The emergency amendment, applicable only to the CWD Surveillance Areas, prohibits possession and use of any excretion collected by a hunter from a harvested deer. This is in addition to regulations already established, restricting the transport of deer carcasses and carcass parts from the CWD Surveillance Areas. The intent of these rules is to help the agency determine the extent of CWD and reduce the risk that CWD prions are moved and distributed within and outside of the Surveillance Areas.

What this means for hunters: Statewide, outside of CWD Surveillance Areas, hunters can continue using deer attractants/scents if they are synthetic, collected from a legally harvested deer within North Carolina, contain excretions from North Carolina facilities with a valid Farmed Cervid License from the NCDA&CS and are labeled as such, or are products labeled as participating in the Responsible Hunting Scent Association’s Deer Protection Program.
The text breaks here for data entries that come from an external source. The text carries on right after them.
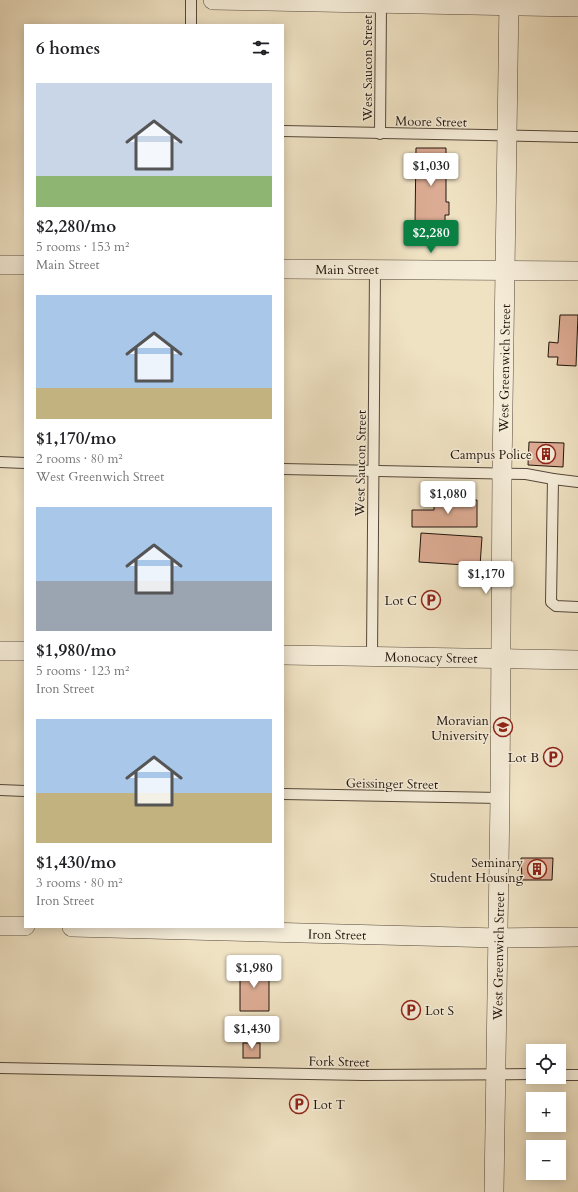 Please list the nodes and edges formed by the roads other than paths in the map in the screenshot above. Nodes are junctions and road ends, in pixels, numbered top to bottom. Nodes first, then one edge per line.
1 (191, 0) edge
2 (213, 0) edge
3 (509, 3) edge
4 (381, 4) junction
5 (578, 7) edge
6 (191, 24) edge
7 (284, 131) edge
8 (380, 134) junction
9 (507, 136) junction
10 (578, 137) edge
11 (0, 265) edge
12 (24, 265) edge
13 (284, 269) edge
14 (375, 269) junction
15 (506, 270) junction
16 (578, 271) edge
17 (0, 462) edge
18 (24, 463) edge
19 (284, 469) edge
20 (373, 471) junction
21 (502, 473) junction
22 (553, 479) junction
23 (578, 482) edge
24 (578, 607) edge
25 (0, 650) edge
26 (24, 651) edge
27 (284, 655) edge
28 (372, 656) junction
29 (501, 658) junction
30 (578, 660) edge
31 (0, 790) edge
32 (24, 791) edge
33 (284, 794) edge
34 (500, 798) junction
35 (0, 926) edge
36 (24, 926) edge
37 (111, 928) edge
38 (578, 937) edge
39 (498, 938) junction
40 (0, 1068) edge
41 (497, 1074) junction
42 (526, 1074) edge
43 (566, 1075) edge
44 (578, 1075) edge
45 (494, 1192) edge

1 - 6 lane
2 - 4 street
3 - 4 street
3 - 5 street
3 - 9 street, West Greenwich Street
4 - 8 lane, West Saucon Street
7 - 8 lane, Moore Street
8 - 9 lane, Moore Street
9 - 10 lane, Moore Street
9 - 15 street, West Greenwich Street
11 - 12 street
13 - 14 street, Main Street
14 - 15 street, Main Street
14 - 20 lane, West Saucon Street
15 - 16 street, Main Street
15 - 21 street, West Greenwich Street
17 - 18 lane
19 - 20 lane
20 - 21 lane
20 - 28 lane, West Saucon Street
21 - 22 lane
21 - 29 street, West Greenwich Street
22 - 23 lane
22 - 24 lane
25 - 26 street
27 - 28 street, Monocacy Street
28 - 29 street, Monocacy Street
29 - 30 street, Monocacy Street
29 - 34 street, West Greenwich Street
31 - 32 lane
33 - 34 lane, Geissinger Street
34 - 39 street, West Greenwich Street
35 - 36 street
37 - 39 street, Iron Street
38 - 39 street, Iron Street
39 - 41 street, West Greenwich Street
40 - 41 lane, Fork Street
41 - 42 lane, Fork Street
41 - 45 street, West Greenwich Street
43 - 44 lane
Hunters hunting within the CWD Surveillance Areas may NOT use or possess urine or other substances collected from deer harvested within North Carolina for hunting.

For more information on Chronic Wasting Disease and related regulations, visit the KNOW CWD webpage, ncwildlife.org/CWD.

Kiwanis Club meeting on Dec. 6…

The Kiwanis Club of Banner Elk will meet at 11:45 a.m. on Tuesday, Dec. 6, in Miller Commons at Lees-McRae College. Justin Carver, principal of Banner Elk Elementary, and Emily Dellinger, principal of Freedom Trail Elementary, will be the guest speakers. They plan to talk about the Ron Clark Academy House System that they have implemented at their schools this year. Guests and those interested in joining Kiwanis are always welcome for a $10 lunch fee.

NCDHHS establishing community access points to provide free at-home COVID tests…

RALEIGH — NCDHHS is establishing Community Access Points in all 100 counties where North Carolinians can find free and easy at-home tests, in an effort to meet people where they are, with the tools they need to protect themselves from COVID-19.

Community organizations interested in becoming a Community Access Point can register online. Information on where to find at-home tests is available at covid19.ncdhhs.gov/PickUpTests. Information on how and where to find all testing locations in North Carolina is available at: covid19.ncdhhs.gov/FindTests.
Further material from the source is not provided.